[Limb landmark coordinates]
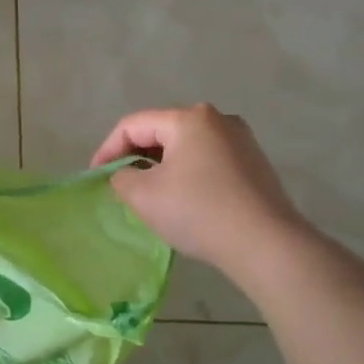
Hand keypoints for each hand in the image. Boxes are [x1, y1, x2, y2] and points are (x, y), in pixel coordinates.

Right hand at [92, 104, 305, 273]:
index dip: (108, 149)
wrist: (267, 245)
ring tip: (150, 193)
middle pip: (161, 131)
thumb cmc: (199, 212)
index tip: (95, 176)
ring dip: (162, 166)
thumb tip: (127, 175)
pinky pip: (208, 159)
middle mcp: (218, 118)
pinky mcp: (255, 162)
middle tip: (121, 184)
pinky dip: (188, 173)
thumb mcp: (144, 196)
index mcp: (188, 118)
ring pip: (186, 146)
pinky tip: (184, 199)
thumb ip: (122, 178)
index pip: (133, 125)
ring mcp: (241, 139)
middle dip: (136, 156)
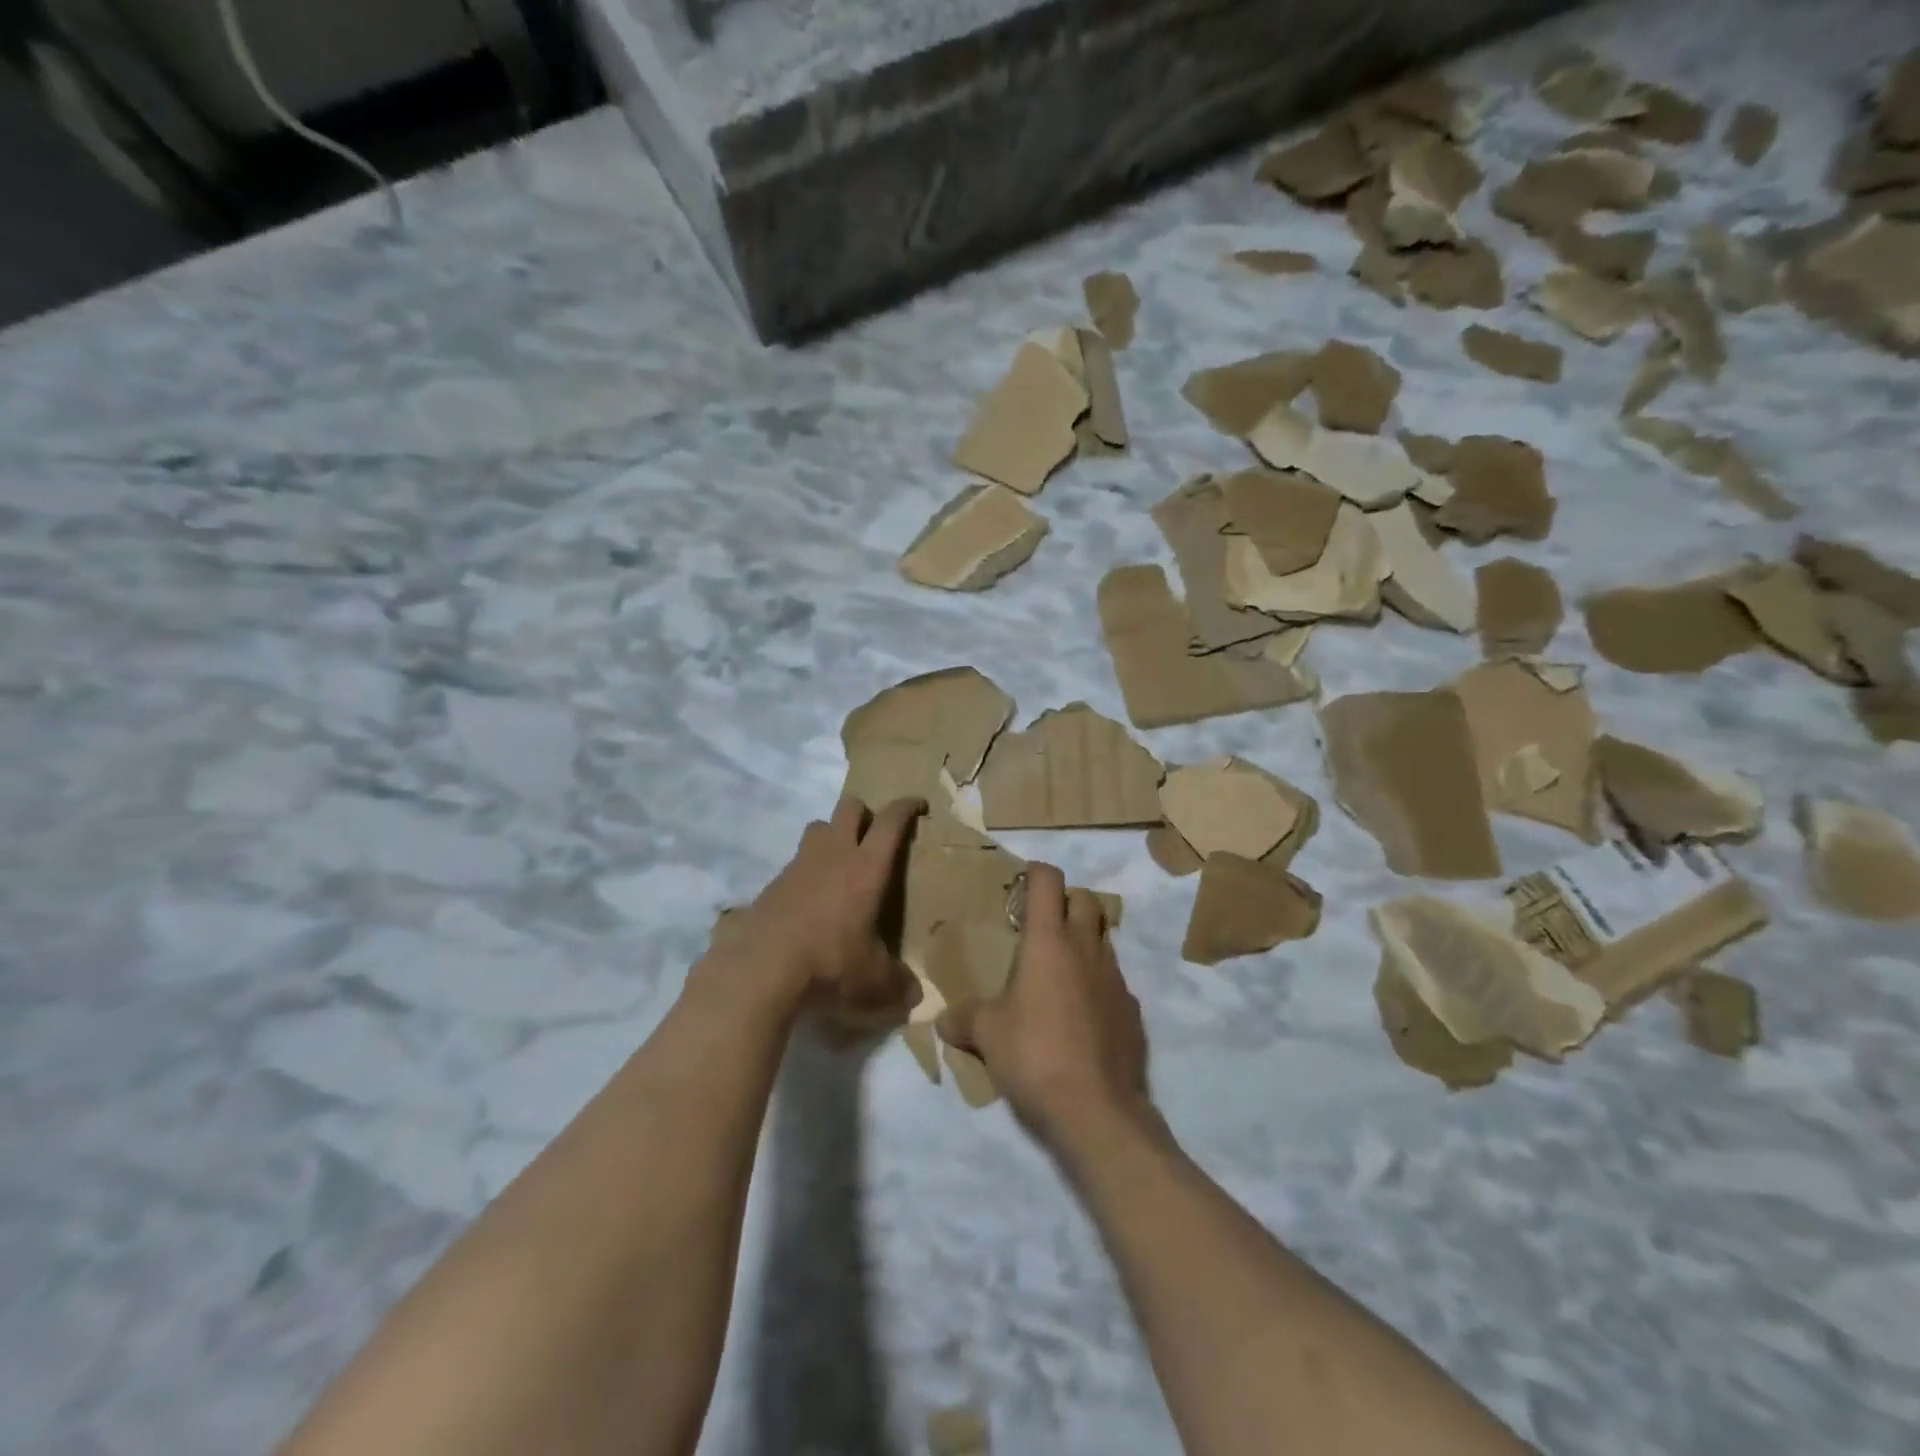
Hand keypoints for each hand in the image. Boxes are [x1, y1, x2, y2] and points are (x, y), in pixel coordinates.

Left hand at [718, 795, 924, 1026]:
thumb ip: (898, 984)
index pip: (891, 822)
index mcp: (866, 867)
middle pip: (849, 807)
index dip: (906, 807)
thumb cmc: (830, 964)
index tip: (918, 804)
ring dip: (833, 835)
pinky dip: (808, 870)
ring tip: (841, 864)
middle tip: (875, 835)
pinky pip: (796, 862)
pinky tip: (811, 901)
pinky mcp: (773, 883)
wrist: (761, 970)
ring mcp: (799, 864)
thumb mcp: (873, 981)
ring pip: (818, 827)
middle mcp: (834, 854)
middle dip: (866, 813)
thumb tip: (915, 996)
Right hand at [937, 863, 1152, 1150]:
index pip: (1047, 881)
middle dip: (1065, 902)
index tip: (1020, 886)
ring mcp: (1116, 978)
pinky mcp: (1132, 1011)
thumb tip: (944, 1021)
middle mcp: (1087, 949)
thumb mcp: (987, 1035)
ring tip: (1057, 974)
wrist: (1097, 1110)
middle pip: (1085, 899)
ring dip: (1083, 942)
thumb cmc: (1035, 1056)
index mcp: (1049, 942)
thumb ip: (964, 1019)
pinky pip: (1114, 982)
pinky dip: (1098, 985)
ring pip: (1103, 938)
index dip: (1034, 873)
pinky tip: (1081, 1016)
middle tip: (1040, 928)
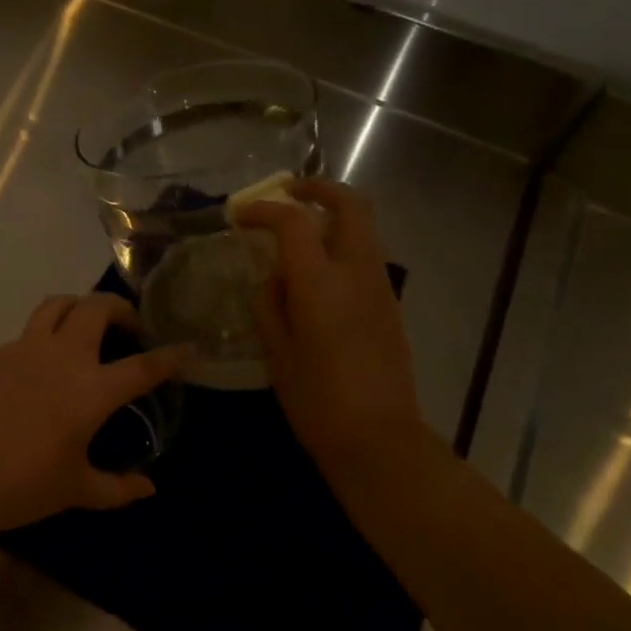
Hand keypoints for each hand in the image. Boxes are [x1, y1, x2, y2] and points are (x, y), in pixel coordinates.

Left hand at [0, 293, 188, 536]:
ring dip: (80, 307)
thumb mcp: (76, 491)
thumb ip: (117, 488)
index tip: (187, 348)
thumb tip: (148, 488)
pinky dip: (45, 337)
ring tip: (86, 327)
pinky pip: (27, 332)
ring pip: (58, 305)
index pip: (142, 365)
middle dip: (121, 308)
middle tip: (129, 328)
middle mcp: (62, 357)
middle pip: (97, 307)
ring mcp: (24, 348)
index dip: (170, 356)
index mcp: (91, 389)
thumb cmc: (20, 486)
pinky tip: (40, 368)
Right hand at [236, 180, 427, 471]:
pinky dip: (341, 245)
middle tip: (287, 192)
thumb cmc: (316, 399)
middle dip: (317, 189)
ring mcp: (380, 287)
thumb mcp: (275, 351)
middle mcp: (357, 272)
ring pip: (363, 227)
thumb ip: (269, 302)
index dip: (263, 210)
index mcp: (321, 282)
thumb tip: (273, 278)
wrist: (379, 441)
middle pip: (350, 204)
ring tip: (296, 234)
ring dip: (331, 217)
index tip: (239, 217)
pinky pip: (365, 256)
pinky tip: (315, 273)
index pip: (293, 221)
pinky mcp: (390, 305)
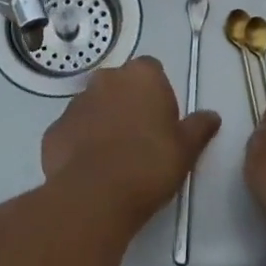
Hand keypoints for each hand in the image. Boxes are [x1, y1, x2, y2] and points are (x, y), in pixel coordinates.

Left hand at [41, 57, 220, 228]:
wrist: (96, 196)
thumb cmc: (150, 163)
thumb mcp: (186, 148)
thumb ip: (199, 127)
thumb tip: (212, 116)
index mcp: (141, 76)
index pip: (152, 70)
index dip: (158, 93)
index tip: (163, 119)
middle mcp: (105, 80)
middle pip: (119, 85)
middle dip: (128, 103)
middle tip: (141, 138)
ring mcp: (74, 104)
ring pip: (93, 107)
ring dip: (103, 122)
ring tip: (114, 158)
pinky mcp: (53, 131)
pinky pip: (72, 132)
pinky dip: (80, 144)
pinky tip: (91, 170)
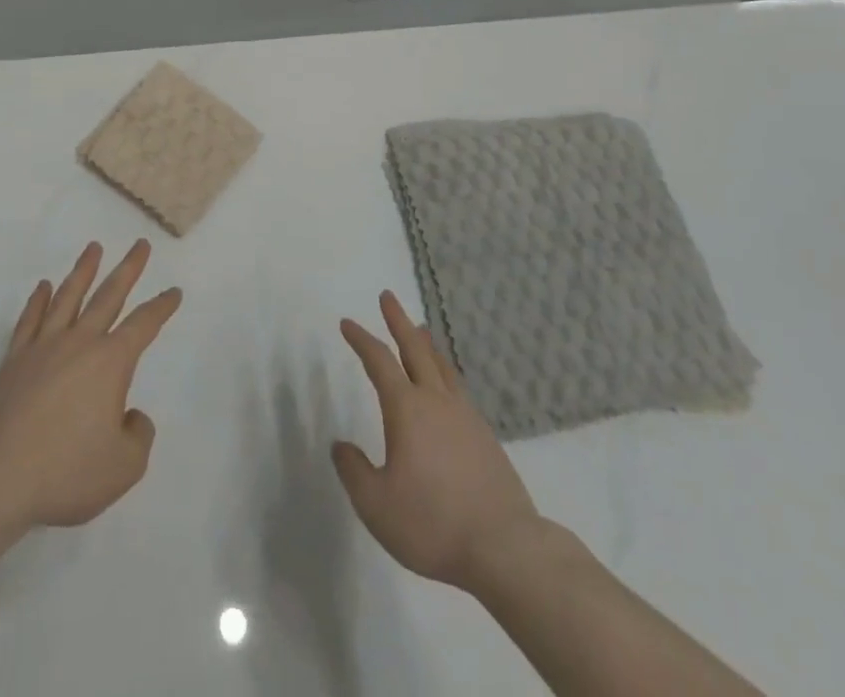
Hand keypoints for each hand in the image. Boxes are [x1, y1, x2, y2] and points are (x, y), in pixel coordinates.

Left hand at [0, 240, 181, 530]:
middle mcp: (80, 343)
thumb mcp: (123, 467)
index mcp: (111, 362)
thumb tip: (130, 415)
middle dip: (128, 269)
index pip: (143, 325)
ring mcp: (43, 347)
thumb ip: (138, 435)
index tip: (174, 292)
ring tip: (93, 248)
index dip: (161, 307)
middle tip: (140, 245)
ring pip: (68, 297)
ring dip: (84, 271)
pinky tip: (43, 286)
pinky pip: (30, 320)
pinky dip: (38, 300)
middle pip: (108, 296)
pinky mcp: (14, 360)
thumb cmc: (66, 471)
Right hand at [333, 291, 543, 592]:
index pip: (378, 362)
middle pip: (414, 349)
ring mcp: (464, 416)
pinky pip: (457, 387)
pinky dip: (444, 370)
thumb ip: (354, 472)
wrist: (504, 547)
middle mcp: (436, 401)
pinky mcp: (484, 436)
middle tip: (388, 296)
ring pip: (440, 365)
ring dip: (425, 342)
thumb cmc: (432, 523)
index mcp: (407, 410)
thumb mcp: (376, 505)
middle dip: (398, 321)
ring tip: (419, 327)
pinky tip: (446, 382)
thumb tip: (341, 445)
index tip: (347, 323)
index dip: (361, 339)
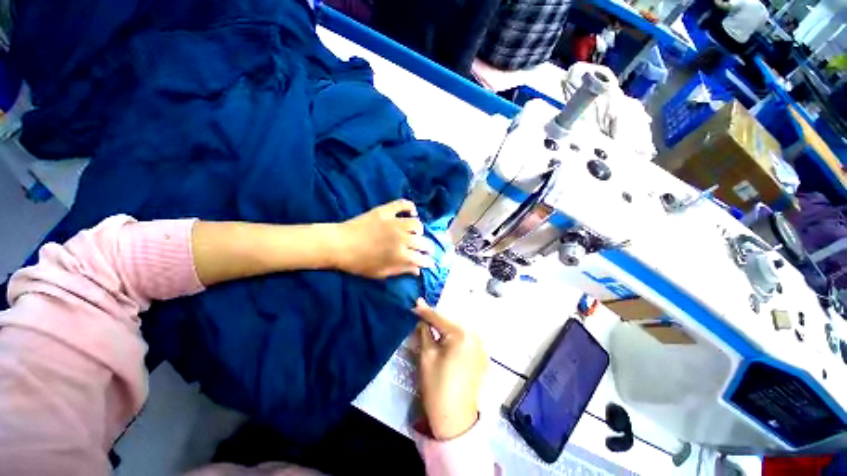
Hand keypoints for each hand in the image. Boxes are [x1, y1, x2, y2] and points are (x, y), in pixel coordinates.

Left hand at [333, 200, 433, 278]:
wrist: (338, 244)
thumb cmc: (358, 263)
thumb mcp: (380, 273)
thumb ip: (401, 270)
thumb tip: (417, 271)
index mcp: (400, 255)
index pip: (422, 259)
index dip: (428, 262)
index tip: (429, 263)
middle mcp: (401, 238)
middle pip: (423, 242)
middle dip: (428, 248)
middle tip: (426, 250)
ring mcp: (394, 222)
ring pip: (417, 224)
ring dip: (419, 230)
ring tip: (416, 233)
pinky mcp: (385, 211)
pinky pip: (402, 204)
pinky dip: (409, 206)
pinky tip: (411, 212)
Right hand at [414, 298, 487, 439]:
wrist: (455, 420)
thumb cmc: (437, 386)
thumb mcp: (427, 356)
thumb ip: (425, 332)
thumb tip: (422, 319)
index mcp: (462, 335)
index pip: (440, 318)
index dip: (426, 311)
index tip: (416, 302)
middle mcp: (476, 336)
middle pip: (452, 322)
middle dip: (437, 318)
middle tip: (423, 312)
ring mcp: (481, 347)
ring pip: (460, 329)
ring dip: (446, 326)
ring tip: (432, 323)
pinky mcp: (482, 357)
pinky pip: (466, 339)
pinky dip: (455, 336)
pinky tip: (446, 337)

**Exercise:** Could you restate every record above word for word, dropping the pictures?

**Answer below:**
Hand keypoints for each hand in the image. Boxes are [x1, y1, x2, y2] and points are (x, y), in pixel coordinates.

Right hand at [92, 104, 305, 273]:
index dip: (108, 149)
wrist: (267, 245)
ring tip: (150, 193)
middle pip: (161, 131)
thumb cmc: (199, 212)
index tip: (95, 176)
ring dip: (162, 166)
thumb tip: (127, 175)
pinky pip: (208, 159)
middle mcp: (218, 118)
pinky mcp: (255, 162)
middle tip: (121, 184)
pinky dip: (188, 173)
thumb mcp: (144, 196)
index mcp: (188, 118)
ring pip: (186, 146)
pinky tip: (184, 199)
thumb ip: (122, 178)
index pip: (133, 125)
ring mcp: (241, 139)
middle dip: (136, 156)
Hand keypoints for each hand in the image. Boxes are [x1, y1, x2, y2] and points are (x, y), in pixel coordinates.

Left hand at [718, 795, 924, 1026]:
thumb ip: (898, 984)
index pip: (891, 822)
index mcp: (866, 867)
middle pip: (849, 807)
index dip: (906, 807)
thumb cmc: (830, 964)
index tip: (918, 804)
ring dip: (833, 835)
pinky dip: (808, 870)
ring tip: (841, 864)
middle tip: (875, 835)
pinky pip: (796, 862)
pinky tip: (811, 901)
pinky mcp: (773, 883)
wrist: (761, 970)
ring mcp: (799, 864)
thumb mcp: (873, 981)
ring pip: (818, 827)
middle mcp: (834, 854)
middle dip: (866, 813)
thumb tip: (915, 996)
Right hand at [937, 863, 1152, 1150]:
index pip: (1047, 881)
middle dip: (1065, 902)
index tip: (1020, 886)
ring mcp: (1116, 978)
pinky mcp: (1132, 1011)
thumb tip: (944, 1021)
middle mcp: (1087, 949)
thumb mcp: (987, 1035)
ring tip: (1057, 974)
wrist: (1097, 1110)
middle pip: (1085, 899)
ring dip: (1083, 942)
thumb cmc: (1035, 1056)
index mcp: (1049, 942)
thumb ip: (964, 1019)
pinky pip: (1114, 982)
pinky dip: (1098, 985)
ring pip: (1103, 938)
index dip: (1034, 873)
pinky tip: (1081, 1016)
middle tip: (1040, 928)
Hand keypoints for each hand in the image. Boxes are [x1, y1, x2, y2] and points are (x, y), in pixel coordinates.

Left hand at [0, 293, 188, 536]:
ring dip: (80, 307)
thumb mcp: (76, 491)
thumb ip: (117, 488)
index tip: (187, 348)
thumb tip: (148, 488)
pinky dip: (45, 337)
ring tip: (86, 327)
pinky pip: (27, 332)
ring pip: (58, 305)
index pip: (142, 365)
middle dip: (121, 308)
middle tip: (129, 328)
middle mcp: (62, 357)
middle pip: (97, 307)
ring mcp: (24, 348)
index dip: (170, 356)
index mcp: (91, 389)
thumb cmc: (20, 486)
pinky tip: (40, 368)
Right hand at [236, 180, 427, 471]:
pinky dip: (341, 245)
middle tip: (287, 192)
thumb cmc: (316, 399)
middle dip: (317, 189)
ring mcp: (380, 287)
thumb mcp: (275, 351)
middle mcp: (357, 272)
ring pip: (363, 227)
thumb ip: (269, 302)
index dip: (263, 210)
index mcp: (321, 282)
thumb tip: (273, 278)
wrist: (379, 441)
middle pip: (350, 204)
ring tip: (296, 234)
ring dip: (331, 217)
index tip: (239, 217)
pinky pip: (365, 256)
pinky tip: (315, 273)
index pip: (293, 221)
pinky mcp: (390, 305)
Hand keypoints for each hand in the image. Boxes are [x1, y1, x2, y2] and points are (x, y), in pixel coordinates.

Left hand at [41, 57, 220, 228]:
wrist: (96, 196)
thumb cmc: (150, 163)
thumb mcp: (186, 148)
thumb ip: (199, 127)
thumb tip: (212, 116)
index mcp: (141, 76)
index pip: (152, 70)
index dip: (158, 93)
index tip: (163, 119)
middle mcp: (105, 80)
middle pip: (119, 85)
middle dip: (128, 103)
middle tip: (141, 138)
ring mcp: (74, 104)
ring pip: (93, 107)
ring dip: (103, 122)
ring tip: (114, 158)
pinky mcp: (53, 131)
pinky pip: (72, 132)
pinky dip: (80, 144)
pinky tip: (91, 170)
Hand keypoints for each hand in the image. Boxes are [x1, y1, x2, y2] and points are (x, y), in pixel coordinates.

Left hand at [0, 240, 181, 530]:
middle mcp: (80, 343)
thumb mcp: (123, 467)
index mcp: (111, 362)
thumb tip: (130, 415)
middle dip: (128, 269)
index pip: (143, 325)
ring mcp: (43, 347)
thumb ip: (138, 435)
index tip: (174, 292)
ring tip: (93, 248)
index dip: (161, 307)
middle tip: (140, 245)
ring pip: (68, 297)
ring dip: (84, 271)
pinky tip: (43, 286)
pinky pip: (30, 320)
pinky dip: (38, 300)
middle pip: (108, 296)
pinky mcp: (14, 360)
thumb cmc: (66, 471)
Right hand at [333, 291, 543, 592]:
index pip: (378, 362)
middle pip: (414, 349)
ring mcp: (464, 416)
pinky pip: (457, 387)
pinky dip: (444, 370)
thumb ip: (354, 472)
wrist: (504, 547)
middle mcp: (436, 401)
pinky mcp: (484, 436)
middle tip: (388, 296)
ring pip: (440, 365)
ring dip: (425, 342)
thumb cmc: (432, 523)
index mcp: (407, 410)
thumb mcp: (376, 505)
middle dip: (398, 321)
ring tip: (419, 327)
pinky tip: (446, 382)
thumb tip: (341, 445)
index tip: (347, 323)
index dip: (361, 339)
Hand keypoints for each hand in the image. Boxes are [x1, y1, x2, y2] and points are (x, y), in pixel coordinates.

Left hand at [333, 200, 433, 278]:
wrist: (338, 244)
thumb cmc: (358, 263)
thumb mcp: (380, 273)
thumb ip: (401, 270)
thumb tip: (417, 271)
index mcp: (400, 255)
index pip: (422, 259)
index dip: (428, 262)
index tip: (429, 263)
middle mcp: (401, 238)
middle pip: (423, 242)
middle dip: (428, 248)
middle tip: (426, 250)
ring mcp: (394, 222)
ring pip: (417, 224)
ring dip: (419, 230)
ring tip: (416, 233)
pinky mcp: (385, 211)
pinky pip: (402, 204)
pinky dip: (409, 206)
pinky tip: (411, 212)
Right hand at [414, 298, 487, 439]:
wrist: (455, 420)
thumb cmc: (437, 386)
thumb mcp: (427, 356)
thumb ip: (425, 332)
thumb tip: (422, 319)
index mcp: (462, 335)
index pip: (440, 318)
index dip: (426, 311)
index tip: (416, 302)
middle mcp: (476, 336)
middle pip: (452, 322)
middle dip: (437, 318)
middle tip: (423, 312)
ring mcp: (481, 347)
ring pip: (460, 329)
ring dip: (446, 326)
ring tip: (432, 323)
pinky mcp: (482, 357)
pinky pip: (466, 339)
pinky dip: (455, 336)
pinky tip: (446, 337)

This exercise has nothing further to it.